■ **Records to process**:
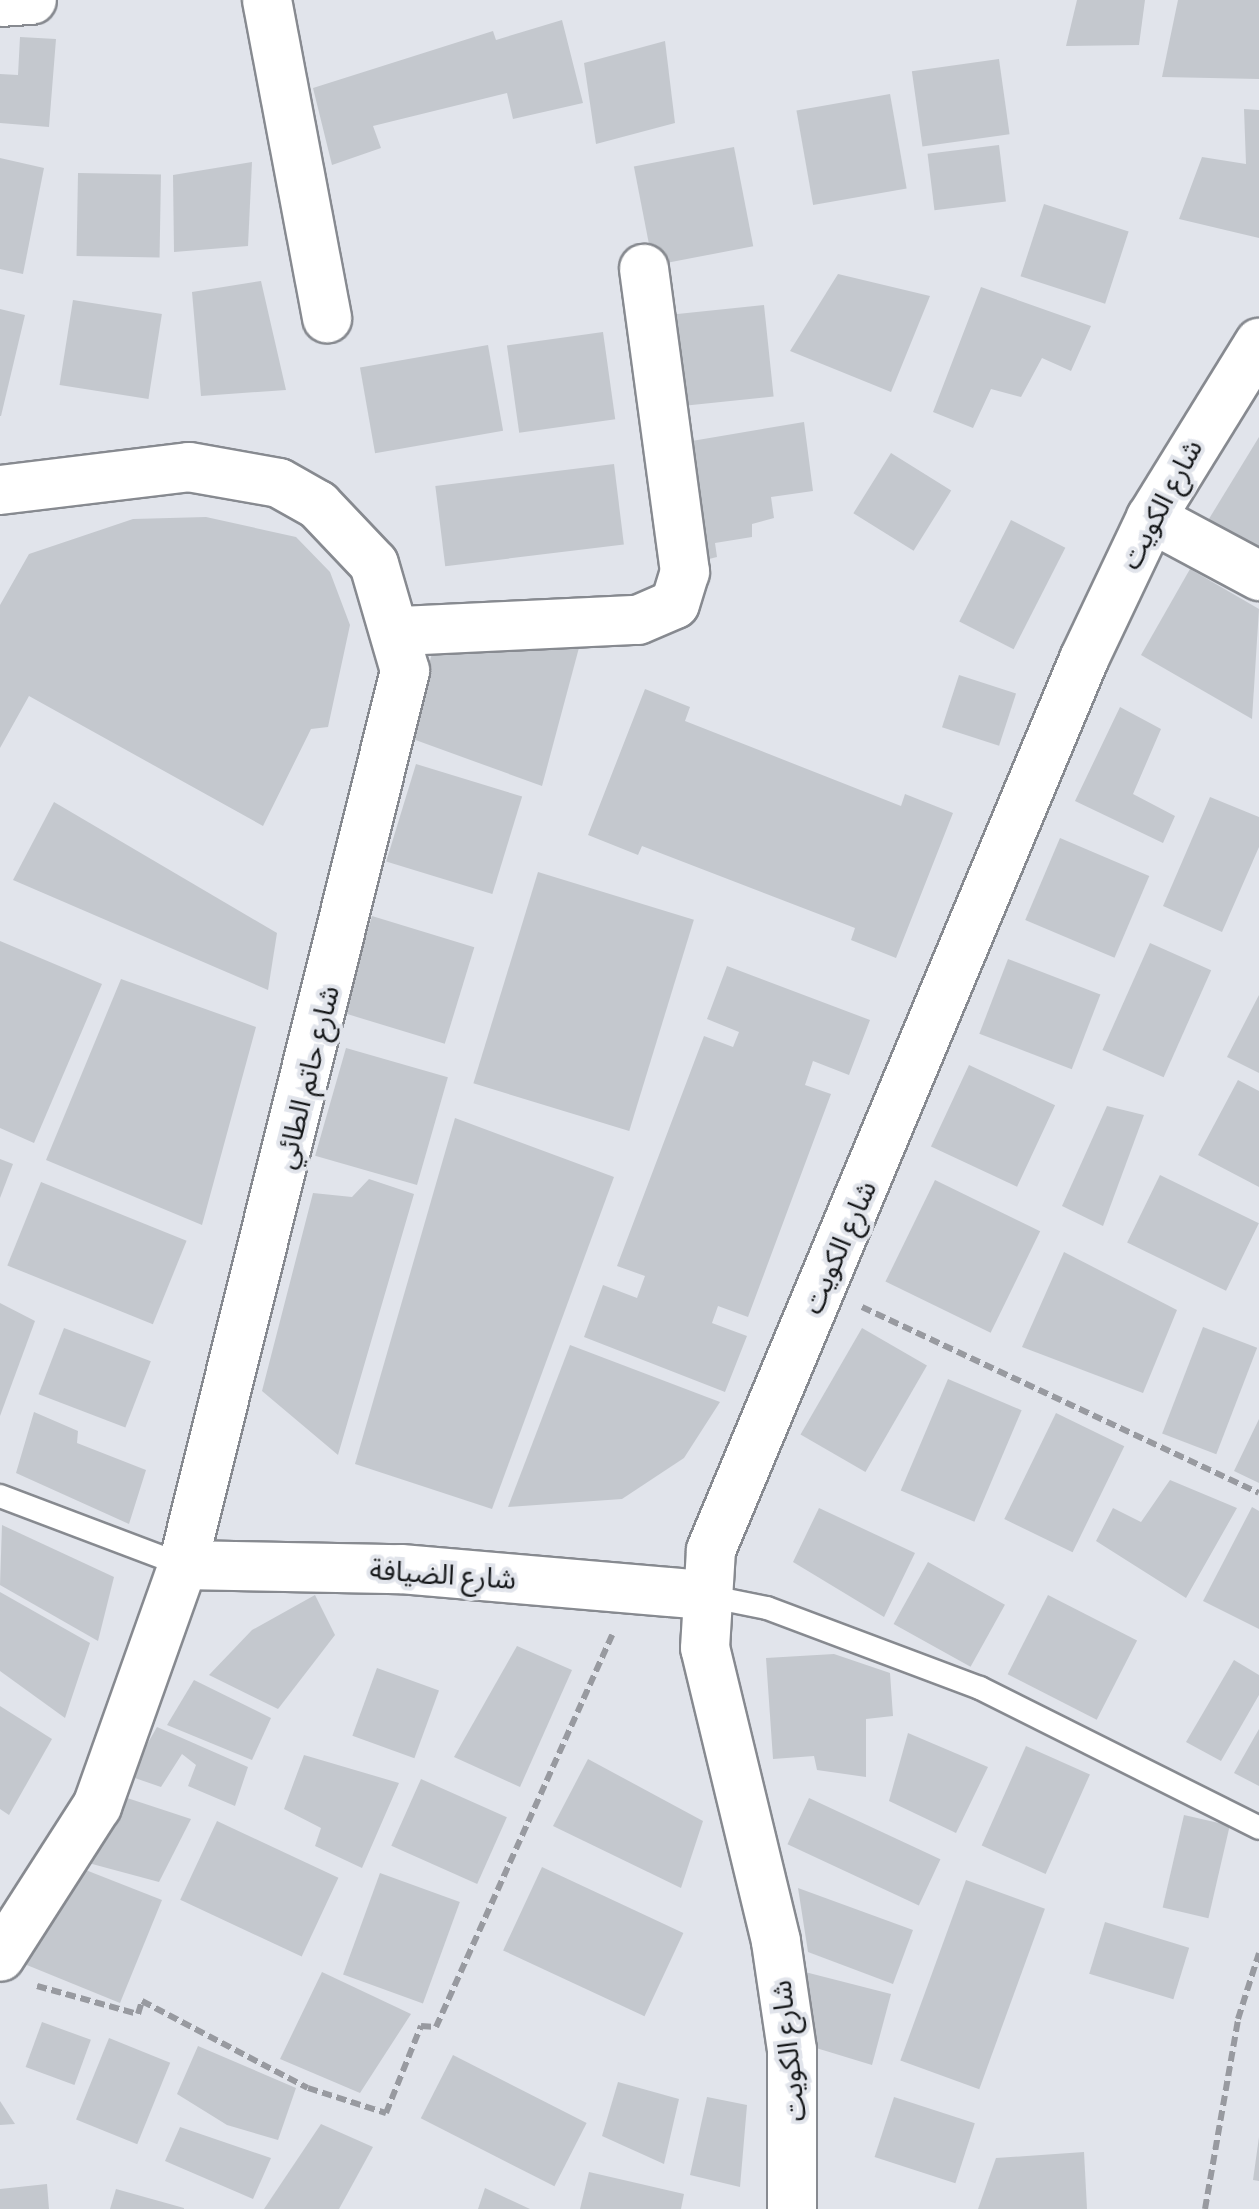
<!DOCTYPE html>
<html>
<head>
<meta charset="utf-8">
<style>
	body { margin:0 }
	#map { position:relative; width:1259px; height:2209px; overflow:hidden; background:#e1e4eb; font-family:"Golos Text","Noto Sans Arabic",sans-serif }
	div>[style] { position:absolute }
	[style*='--x'] { left:calc(var(--x)*1px); top:calc(var(--y)*1px); width:calc(var(--w)*1px); rotate:calc(var(--a)*1deg) }
	.building>* { inset:0; background:#c4c8ce; transform-origin:0 0 }
	.path>* { height:6px; margin-top:-3px; transform-origin:0; background:repeating-linear-gradient(90deg,#989aa0 0 10px,transparent 0 15px) }
	.roads { filter:drop-shadow(2px 0 #878a90) drop-shadow(-2px 0 #878a90) drop-shadow(0 2px #878a90) drop-shadow(0 -2px #878a90) }
	.lane>* { height:22px; margin:-11px; padding:0 11px; transform-origin:11px; border-radius:11px; background:#fff }
	.street>* { height:48px; margin:-24px; padding:0 24px; transform-origin:24px; border-radius:24px; background:#fff }
	span { translate:-50% -50%; white-space:nowrap; text-align:center; line-height:1.15; -webkit-text-stroke:8px #e1e4eb; paint-order:stroke }
	.street-label { font-size:28px; color:#16181a }
</style>
</head>
<body>
<div id="map">
	<div class="building">
		<div style="clip-path:polygon(1077px 0,1145px 0,1139px 45px,1066px 46px)"></div>
		<div style="clip-path:polygon(1178px 0,1259px 0,1259px 79px,1162px 77px)"></div>
		<div style="clip-path:polygon(562px 20px,583px 103px,513px 119px,507px 93px,373px 126px,381px 148px,332px 165px,313px 88px,493px 31px,496px 40px)"></div>
		<div style="clip-path:polygon(20px 37px,56px 39px,49px 127px,0 123px,0 74px,18px 75px)"></div>
		<div style="clip-path:polygon(665px 41px,675px 123px,596px 144px,584px 63px)"></div>
		<div style="left:999px;top:59px;width:76px;height:88px;rotate:82deg"></div>
		<div style="left:890px;top:94px;width:96px;height:95px;rotate:80deg"></div>
		<div style="clip-path:polygon(1244px 109px,1259px 110px,1259px 238px,1179px 219px,1202px 157px,1246px 164px)"></div>
		<div style="left:999px;top:145px;width:57px;height:72px;rotate:83deg"></div>
		<div style="left:734px;top:147px;width:101px;height:102px;rotate:79deg"></div>
		<div style="clip-path:polygon(0 158px,44px 168px,23px 274px,0 269px)"></div>
		<div style="clip-path:polygon(252px 162px,248px 246px,174px 252px,173px 175px)"></div>
		<div style="left:78px;top:173px;width:83px;height:83px;rotate:1deg"></div>
		<div style="left:1044px;top:204px;width:89px;height:76px;rotate:18deg"></div>
		<div style="clip-path:polygon(838px 274px,930px 296px,891px 392px,790px 351px)"></div>
		<div style="clip-path:polygon(261px 281px,286px 390px,201px 396px,192px 292px)"></div>
		<div style="clip-path:polygon(981px 287px,1091px 326px,1071px 371px,1042px 358px,1021px 397px,991px 389px,973px 428px,933px 412px)"></div>
		<div style="left:73px;top:300px;width:90px;height:86px;rotate:9deg"></div>
		<div style="left:764px;top:305px;width:92px;height:104px;rotate:84deg"></div>
		<div style="clip-path:polygon(0 309px,25px 315px,1px 416px,0 416px)"></div>
		<div style="left:603px;top:332px;width:88px;height:97px;rotate:82deg"></div>
		<div style="left:488px;top:345px;width:87px;height:130px;rotate:80deg"></div>
		<div style="clip-path:polygon(804px 422px,813px 491px,771px 497px,774px 518px,752px 524px,752px 537px,715px 543px,717px 557px,701px 561px,680px 443px)"></div>
		<div style="clip-path:polygon(1259px 437px,1259px 560px,1204px 527px)"></div>
		<div style="left:891px;top:453px;width:71px;height:71px;rotate:32deg"></div>
		<div style="left:614px;top:464px;width:81px;height:180px;rotate:83deg"></div>
		<div style="clip-path:polygon(206px 517px,296px 537px,330px 572px,350px 625px,328px 727px,311px 729px,263px 826px,29px 696px,0 748px,0 605px,29px 554px,133px 519px)"></div>
		<div style="left:1011px;top:520px;width:61px;height:114px;rotate:27deg"></div>
		<div style="clip-path:polygon(1190px 569px,1259px 609px,1252px 719px,1141px 655px)"></div>
		<div style="clip-path:polygon(580px 644px,542px 786px,410px 738px,432px 653px)"></div>
		<div style="left:959px;top:675px;width:60px;height:55px;rotate:18deg"></div>
		<div style="clip-path:polygon(645px 689px,690px 707px,685px 721px,901px 806px,905px 794px,953px 813px,896px 958px,851px 940px,855px 928px,642px 846px,638px 855px,588px 835px)"></div>
		<div style="clip-path:polygon(1120px 707px,1161px 729px,1133px 794px,1175px 816px,1163px 843px,1075px 801px)"></div>
		<div style="left:416px;top:764px;width:111px;height:102px;rotate:17deg"></div>
		<div style="clip-path:polygon(1210px 797px,1259px 817px,1259px 847px,1222px 932px,1163px 906px)"></div>
		<div style="clip-path:polygon(54px 802px,277px 933px,268px 990px,13px 880px)"></div>
		<div style="left:1060px;top:838px;width:97px;height:89px;rotate:23deg"></div>
		<div style="left:538px;top:872px;width:163px;height:221px;rotate:17deg"></div>
		<div style="left:372px;top:916px;width:107px;height:101px;rotate:17deg"></div>
		<div style="clip-path:polygon(0 941px,102px 984px,34px 1143px,0 1128px)"></div>
		<div style="left:1150px;top:943px;width:67px;height:117px;rotate:24deg"></div>
		<div style="left:1008px;top:959px;width:99px;height:80px;rotate:21deg"></div>
		<div style="clip-path:polygon(727px 966px,870px 1020px,849px 1075px,813px 1061px,805px 1085px,831px 1094px,748px 1317px,718px 1306px,712px 1323px,747px 1336px,725px 1392px,584px 1337px,603px 1285px,637px 1298px,645px 1276px,617px 1266px,704px 1036px,733px 1047px,739px 1032px,707px 1019px)"></div>
		<div style="clip-path:polygon(121px 979px,256px 1027px,202px 1225px,46px 1160px)"></div>
		<div style="clip-path:polygon(1259px 995px,1259px 1073px,1227px 1057px)"></div>
		<div style="left:346px;top:1048px;width:106px;height:112px;rotate:16deg"></div>
		<div style="left:969px;top:1065px;width:95px;height:90px;rotate:25deg"></div>
		<div style="clip-path:polygon(1238px 1080px,1259px 1091px,1259px 1187px,1198px 1155px)"></div>
		<div style="clip-path:polygon(1107px 1106px,1144px 1115px,1103px 1226px,1062px 1206px)"></div>
		<div style="clip-path:polygon(455px 1118px,614px 1177px,492px 1509px,355px 1464px)"></div>
		<div style="clip-path:polygon(0 1159px,13px 1164px,0 1198px)"></div>
		<div style="left:1160px;top:1175px;width:110px;height:75px;rotate:26deg"></div>
		<div style="clip-path:polygon(369px 1179px,414px 1194px,338px 1455px,262px 1391px,313px 1193px,352px 1197px)"></div>
		<div style="left:935px;top:1180px;width:117px;height:113px;rotate:26deg"></div>
		<div style="left:41px;top:1182px;width:157px;height:90px;rotate:22deg"></div>
		<div style="clip-path:polygon(1064px 1252px,1177px 1310px,1143px 1393px,1022px 1347px)"></div>
		<div style="clip-path:polygon(0 1303px,35px 1321px,0 1416px)"></div>
		<div style="left:1203px;top:1327px;width:58px;height:114px;rotate:21deg"></div>
		<div style="left:64px;top:1328px;width:93px;height:71px;rotate:21deg"></div>
		<div style="left:862px;top:1328px;width:75px;height:123px;rotate:30deg"></div>
		<div style="clip-path:polygon(570px 1345px,720px 1402px,684px 1458px,622px 1499px,508px 1507px)"></div>
		<div style="left:948px;top:1379px;width:80px;height:121px;rotate:23deg"></div>
		<div style="clip-path:polygon(34px 1412px,78px 1431px,77px 1443px,146px 1470px,129px 1524px,16px 1473px)"></div>
		<div style="left:1056px;top:1413px;width:76px;height:118px;rotate:26deg"></div>
		<div style="clip-path:polygon(1259px 1419px,1259px 1483px,1234px 1471px)"></div>
		<div style="clip-path:polygon(1170px 1480px,1237px 1508px,1186px 1598px,1096px 1541px,1113px 1508px,1141px 1522px)"></div>
		<div style="clip-path:polygon(1252px 1507px,1259px 1511px,1259px 1629px,1203px 1601px)"></div>
		<div style="clip-path:polygon(819px 1508px,915px 1553px,884px 1617px,793px 1562px)"></div>
		<div style="clip-path:polygon(2px 1525px,114px 1577px,98px 1641px,0 1585px)"></div>
		<div style="left:928px;top:1562px;width:88px;height:71px;rotate:29deg"></div>
		<div style="clip-path:polygon(0 1592px,90px 1643px,65px 1718px,0 1671px)"></div>
		<div style="clip-path:polygon(315px 1595px,335px 1635px,278px 1709px,209px 1675px,252px 1630px)"></div>
		<div style="left:1048px;top:1595px;width:100px;height:89px;rotate:27deg"></div>
		<div style="clip-path:polygon(517px 1646px,572px 1670px,520px 1787px,454px 1757px)"></div>
		<div style="clip-path:polygon(834px 1654px,890px 1673px,893px 1716px,866px 1719px,866px 1777px,817px 1770px,814px 1756px,773px 1759px,766px 1658px)"></div>
		<div style="clip-path:polygon(1234px 1660px,1259px 1675px,1259px 1695px,1221px 1761px,1186px 1742px)"></div>
		<div style="left:377px;top:1668px;width:66px;height:72px;rotate:20deg"></div>
		<div style="clip-path:polygon(194px 1680px,271px 1718px,252px 1760px,167px 1725px)"></div>
		<div style="clip-path:polygon(0 1706px,52px 1739px,9px 1815px,0 1809px)"></div>
		<div style="clip-path:polygon(157px 1727px,248px 1767px,235px 1806px,188px 1786px,196px 1765px,182px 1754px,161px 1787px,129px 1776px)"></div>
		<div style="clip-path:polygon(1259px 1729px,1259px 1786px,1234px 1773px)"></div>
		<div style="clip-path:polygon(908px 1733px,988px 1767px,956px 1833px,889px 1801px)"></div>
		<div style="left:1026px;top:1746px;width:70px;height:109px;rotate:24deg"></div>
		<div style="clip-path:polygon(304px 1755px,399px 1783px,362px 1868px,315px 1846px,321px 1828px,284px 1809px)"></div>
		<div style="clip-path:polygon(588px 1759px,703px 1821px,681px 1888px,553px 1826px)"></div>
		<div style="left:421px;top:1779px;width:94px;height:73px;rotate:24deg"></div>
		<div style="clip-path:polygon(115px 1794px,191px 1819px,159px 1882px,81px 1861px)"></div>
		<div style="left:809px;top:1798px;width:145px;height:51px;rotate:25deg"></div>
		<div style="left:1184px;top:1815px;width:47px;height:95px;rotate:13deg"></div>
		<div style="left:217px;top:1821px;width:134px;height:87px;rotate:25deg"></div>
		<div style="clip-path:polygon(78px 1867px,162px 1900px,120px 2003px,17px 1961px)"></div>
		<div style="left:542px;top:1867px;width:156px;height:92px;rotate:25deg"></div>
		<div style="left:380px;top:1873px;width:85px;height:108px;rotate:20deg"></div>
		<div style="left:966px;top:1880px;width:84px;height:192px;rotate:20deg"></div>
		<div style="clip-path:polygon(798px 1888px,913px 1930px,893px 1984px,808px 1952px)"></div>
		<div style="left:1105px;top:1922px;width:88px;height:54px;rotate:17deg"></div>
		<div style="clip-path:polygon(322px 1972px,411px 2014px,360px 2093px,280px 2059px)"></div>
		<div style="clip-path:polygon(805px 1972px,891px 1994px,872px 2065px,803px 2044px)"></div>
		<div style="left:42px;top:2022px;width:52px;height:48px;rotate:20deg"></div>
		<div style="left:109px;top:2038px;width:66px;height:88px;rotate:22deg"></div>
		<div style="clip-path:polygon(198px 2046px,296px 2088px,278px 2140px,227px 2125px,177px 2094px)"></div>
		<div style="left:453px;top:2055px;width:150px;height:71px;rotate:27deg"></div>
		<div style="clip-path:polygon(618px 2082px,679px 2099px,664px 2164px,602px 2136px)"></div>
		<div style="clip-path:polygon(707px 2097px,747px 2105px,740px 2187px,690px 2175px)"></div>
		<div style="left:894px;top:2097px;width:85px;height:63px;rotate:18deg"></div>
		<div style="clip-path:polygon(0 2101px,15px 2124px,0 2125px)"></div>
		<div style="clip-path:polygon(321px 2124px,373px 2147px,339px 2209px,264px 2209px)"></div>
		<div style="clip-path:polygon(180px 2127px,271px 2158px,253px 2199px,165px 2161px)"></div>
		<div style="clip-path:polygon(1259px 2137px,1259px 2181px,1253px 2180px)"></div>
		<div style="clip-path:polygon(1084px 2152px,1087px 2209px,978px 2209px,996px 2158px)"></div>
		<div style="clip-path:polygon(589px 2172px,684px 2194px,681px 2209px,580px 2209px)"></div>
		<div style="clip-path:polygon(47px 2184px,49px 2209px,0 2209px,0 2189px)"></div>
		<div style="clip-path:polygon(485px 2188px,530px 2209px,478px 2209px)"></div>
		<div style="clip-path:polygon(116px 2189px,184px 2208px,184px 2209px,110px 2209px)"></div>
	</div>
	<div class="path">
		<div style="--x:862;--y:1307;--w:438;--a:25.1"></div>
		<div style="--x:37;--y:1986;--w:105;--a:15.5"></div>
		<div style="--x:138;--y:2014;--w:14;--a:-73"></div>
		<div style="--x:142;--y:2001;--w:187;--a:27.7"></div>
		<div style="--x:308;--y:2088;--w:82;--a:17.8"></div>
		<div style="--x:386;--y:2113;--w:94;--a:-68.1"></div>
		<div style="--x:421;--y:2026;--w:15;--a:4"></div>
		<div style="--x:436;--y:2027;--w:430;--a:-65.8"></div>
		<div style="--x:1205;--y:2209;--w:193;--a:-80.1"></div>
		<div style="--x:1238;--y:2019;--w:69;--a:-72.3"></div>
	</div>
	<div class="roads">
		<div class="lane">
			<div style="--x:0;--y:1496;--w:196;--a:20.7"></div>
			<div style="--x:702;--y:1595;--w:66;--a:11.3"></div>
			<div style="--x:767;--y:1608;--w:228;--a:20.6"></div>
			<div style="--x:980;--y:1688;--w:312;--a:26.6"></div>
		</div>
		<div class="street">
			<div style="--x:267;--y:0;--w:324;--a:79.3"></div>
			<div style="--x:0;--y:2;--w:32;--a:-4"></div>
			<div style="--x:0;--y:490;--w:190;--a:-6.9"></div>
			<div style="--x:189;--y:467;--w:91;--a:10.1"></div>
			<div style="--x:279;--y:483;--w:45;--a:29.4"></div>
			<div style="--x:318;--y:505;--w:81;--a:46.5"></div>
			<div style="--x:374;--y:564;--w:111;--a:73.8"></div>
			<div style="--x:405;--y:671;--w:921;--a:103.95"></div>
			<div style="--x:183;--y:1565;--w:256;--a:109.6"></div>
			<div style="--x:97;--y:1806;--w:179;--a:122.7"></div>
			<div style="--x:1151;--y:518;--w:123;--a:28.2"></div>
			<div style="--x:401;--y:631;--w:237;--a:-2.7"></div>
			<div style="--x:638;--y:620;--w:40;--a:-23.4"></div>
			<div style="--x:675;--y:604;--w:34;--a:-73"></div>
			<div style="--x:685;--y:572;--w:306;--a:-97.7"></div>
			<div style="--x:183;--y:1565;--w:218;--a:1.1"></div>
			<div style="--x:401;--y:1569;--w:302;--a:4.9"></div>
			<div style="--x:792;--y:2209;--w:159;--a:-90"></div>
			<div style="--x:792;--y:2050;--w:110;--a:-98.4"></div>
			<div style="--x:776;--y:1941;--w:301;--a:-103.6"></div>
			<div style="--x:705;--y:1648;--w:98;--a:-86.5"></div>
			<div style="--x:711;--y:1550;--w:966;--a:-67.28"></div>
			<div style="--x:1084;--y:659;--w:156;--a:-64.6"></div>
			<div style="--x:1151;--y:518;--w:206;--a:-58.3"></div>
		</div>
	</div>
	<div class="street-label">
		<span style="left:1161px;top:504px;rotate:-62deg">شارع الكويت</span>
		<span style="left:307px;top:1077px;rotate:-76deg">شارع حاتم الطائي</span>
		<span style="left:839px;top:1247px;rotate:-66deg">شارع الكويت</span>
		<span style="left:443px;top:1574px;rotate:4deg">شارع الضيافة</span>
		<span style="left:788px;top:2051px;rotate:-96deg">شارع الكويت</span>
	</div>
</div>
</body>
</html>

■ **Task statement**:
Starting at the line above that contains "inset:0; background:#c4c8ce; transform-origin:0", repeat each line exactly up to and including the line that contains "0,1259px 0,1259px 79px,1162px", and stop there.

■ **Written response**:
	.building>* { inset:0; background:#c4c8ce; transform-origin:0 0 }
	.path>* { height:6px; margin-top:-3px; transform-origin:0; background:repeating-linear-gradient(90deg,#989aa0 0 10px,transparent 0 15px) }
	.roads { filter:drop-shadow(2px 0 #878a90) drop-shadow(-2px 0 #878a90) drop-shadow(0 2px #878a90) drop-shadow(0 -2px #878a90) }
	.lane>* { height:22px; margin:-11px; padding:0 11px; transform-origin:11px; border-radius:11px; background:#fff }
	.street>* { height:48px; margin:-24px; padding:0 24px; transform-origin:24px; border-radius:24px; background:#fff }
	span { translate:-50% -50%; white-space:nowrap; text-align:center; line-height:1.15; -webkit-text-stroke:8px #e1e4eb; paint-order:stroke }
	.street-label { font-size:28px; color:#16181a }
</style>
</head>
<body>
<div id="map">
	<div class="building">
		<div style="clip-path:polygon(1077px 0,1145px 0,1139px 45px,1066px 46px)"></div>
		<div style="clip-path:polygon(1178px 0,1259px 0,1259px 79px,1162px 77px)"></div>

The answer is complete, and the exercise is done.